***** SOURCE MATERIAL

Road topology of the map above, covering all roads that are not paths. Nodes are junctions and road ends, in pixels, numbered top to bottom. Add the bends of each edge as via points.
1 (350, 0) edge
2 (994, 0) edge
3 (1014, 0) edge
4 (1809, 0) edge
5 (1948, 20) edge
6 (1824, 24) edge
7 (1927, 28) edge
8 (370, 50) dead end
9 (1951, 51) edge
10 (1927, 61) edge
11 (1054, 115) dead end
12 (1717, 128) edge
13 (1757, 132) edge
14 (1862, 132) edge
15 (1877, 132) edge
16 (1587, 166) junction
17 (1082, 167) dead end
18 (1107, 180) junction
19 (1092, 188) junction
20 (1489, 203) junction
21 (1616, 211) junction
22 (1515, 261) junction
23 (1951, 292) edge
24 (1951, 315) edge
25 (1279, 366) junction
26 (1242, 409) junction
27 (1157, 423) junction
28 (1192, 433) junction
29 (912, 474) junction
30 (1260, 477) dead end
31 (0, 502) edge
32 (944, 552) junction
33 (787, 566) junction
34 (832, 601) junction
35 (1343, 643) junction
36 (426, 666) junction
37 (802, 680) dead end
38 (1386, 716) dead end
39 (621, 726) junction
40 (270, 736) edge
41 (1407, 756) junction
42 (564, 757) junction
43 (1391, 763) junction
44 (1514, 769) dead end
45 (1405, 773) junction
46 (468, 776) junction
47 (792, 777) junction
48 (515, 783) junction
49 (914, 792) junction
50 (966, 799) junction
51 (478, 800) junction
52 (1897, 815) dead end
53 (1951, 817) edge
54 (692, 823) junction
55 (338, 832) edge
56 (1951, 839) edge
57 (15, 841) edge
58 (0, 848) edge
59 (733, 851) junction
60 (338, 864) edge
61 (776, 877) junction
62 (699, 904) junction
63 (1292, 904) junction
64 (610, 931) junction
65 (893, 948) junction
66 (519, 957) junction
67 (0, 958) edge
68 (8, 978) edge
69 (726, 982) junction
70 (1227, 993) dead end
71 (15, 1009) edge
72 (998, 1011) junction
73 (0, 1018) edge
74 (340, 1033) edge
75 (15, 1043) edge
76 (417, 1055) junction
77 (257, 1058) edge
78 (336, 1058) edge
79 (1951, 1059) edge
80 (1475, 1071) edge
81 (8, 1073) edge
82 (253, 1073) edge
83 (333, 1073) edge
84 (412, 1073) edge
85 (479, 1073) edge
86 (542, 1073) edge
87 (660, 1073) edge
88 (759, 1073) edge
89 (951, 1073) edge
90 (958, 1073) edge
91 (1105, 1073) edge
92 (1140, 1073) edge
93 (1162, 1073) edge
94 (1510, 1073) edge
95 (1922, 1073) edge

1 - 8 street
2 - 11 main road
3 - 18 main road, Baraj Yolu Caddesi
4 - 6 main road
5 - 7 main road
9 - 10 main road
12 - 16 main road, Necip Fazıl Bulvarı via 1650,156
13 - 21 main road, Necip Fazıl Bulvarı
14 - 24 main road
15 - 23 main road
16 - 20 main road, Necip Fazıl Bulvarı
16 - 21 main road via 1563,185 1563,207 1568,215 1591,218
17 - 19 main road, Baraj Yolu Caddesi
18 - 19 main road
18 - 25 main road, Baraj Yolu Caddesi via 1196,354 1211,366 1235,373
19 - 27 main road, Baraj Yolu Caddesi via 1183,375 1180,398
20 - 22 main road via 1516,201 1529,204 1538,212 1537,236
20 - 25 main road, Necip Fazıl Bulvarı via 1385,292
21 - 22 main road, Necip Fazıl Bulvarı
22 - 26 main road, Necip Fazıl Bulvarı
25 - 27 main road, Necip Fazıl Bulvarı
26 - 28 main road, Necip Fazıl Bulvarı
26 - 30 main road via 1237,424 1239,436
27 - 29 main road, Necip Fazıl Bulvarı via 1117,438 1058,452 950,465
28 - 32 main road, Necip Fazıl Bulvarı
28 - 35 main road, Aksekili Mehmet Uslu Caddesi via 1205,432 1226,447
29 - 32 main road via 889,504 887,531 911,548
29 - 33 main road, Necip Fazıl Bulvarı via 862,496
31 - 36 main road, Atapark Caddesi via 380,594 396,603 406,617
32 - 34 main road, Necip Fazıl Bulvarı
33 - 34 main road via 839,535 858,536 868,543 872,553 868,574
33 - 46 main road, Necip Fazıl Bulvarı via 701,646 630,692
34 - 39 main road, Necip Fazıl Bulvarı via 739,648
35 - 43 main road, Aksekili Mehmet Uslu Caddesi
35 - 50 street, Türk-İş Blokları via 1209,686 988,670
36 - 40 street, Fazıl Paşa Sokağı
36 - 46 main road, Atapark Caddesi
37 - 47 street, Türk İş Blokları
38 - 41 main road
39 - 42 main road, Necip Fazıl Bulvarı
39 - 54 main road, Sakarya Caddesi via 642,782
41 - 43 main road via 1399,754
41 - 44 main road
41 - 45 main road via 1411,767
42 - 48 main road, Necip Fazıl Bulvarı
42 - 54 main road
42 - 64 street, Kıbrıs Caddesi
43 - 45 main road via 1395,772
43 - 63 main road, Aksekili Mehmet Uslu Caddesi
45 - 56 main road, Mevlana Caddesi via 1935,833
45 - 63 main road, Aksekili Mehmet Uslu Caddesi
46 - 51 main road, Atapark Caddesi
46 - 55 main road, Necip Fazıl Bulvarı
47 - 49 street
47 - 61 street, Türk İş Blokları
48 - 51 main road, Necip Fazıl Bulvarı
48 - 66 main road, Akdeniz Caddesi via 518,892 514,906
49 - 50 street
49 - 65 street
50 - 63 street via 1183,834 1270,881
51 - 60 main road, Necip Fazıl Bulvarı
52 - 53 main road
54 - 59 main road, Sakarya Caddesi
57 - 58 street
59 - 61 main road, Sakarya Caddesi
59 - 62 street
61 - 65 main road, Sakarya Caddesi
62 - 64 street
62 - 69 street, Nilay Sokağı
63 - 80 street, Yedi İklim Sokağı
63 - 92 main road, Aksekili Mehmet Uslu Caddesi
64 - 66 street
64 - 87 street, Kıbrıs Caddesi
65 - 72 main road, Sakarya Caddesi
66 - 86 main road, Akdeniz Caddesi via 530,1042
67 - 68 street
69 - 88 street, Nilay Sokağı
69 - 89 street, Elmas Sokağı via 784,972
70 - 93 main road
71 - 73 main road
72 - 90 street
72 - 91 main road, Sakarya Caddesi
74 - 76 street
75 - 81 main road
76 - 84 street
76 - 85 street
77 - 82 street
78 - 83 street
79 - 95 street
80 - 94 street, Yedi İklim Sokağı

**********

▶ **ACTION ITEM**
Only one number is needed: please count the lines of the entries above in which the string "Aksekili" occurs.

▶ **EXPECTED ANSWER**
5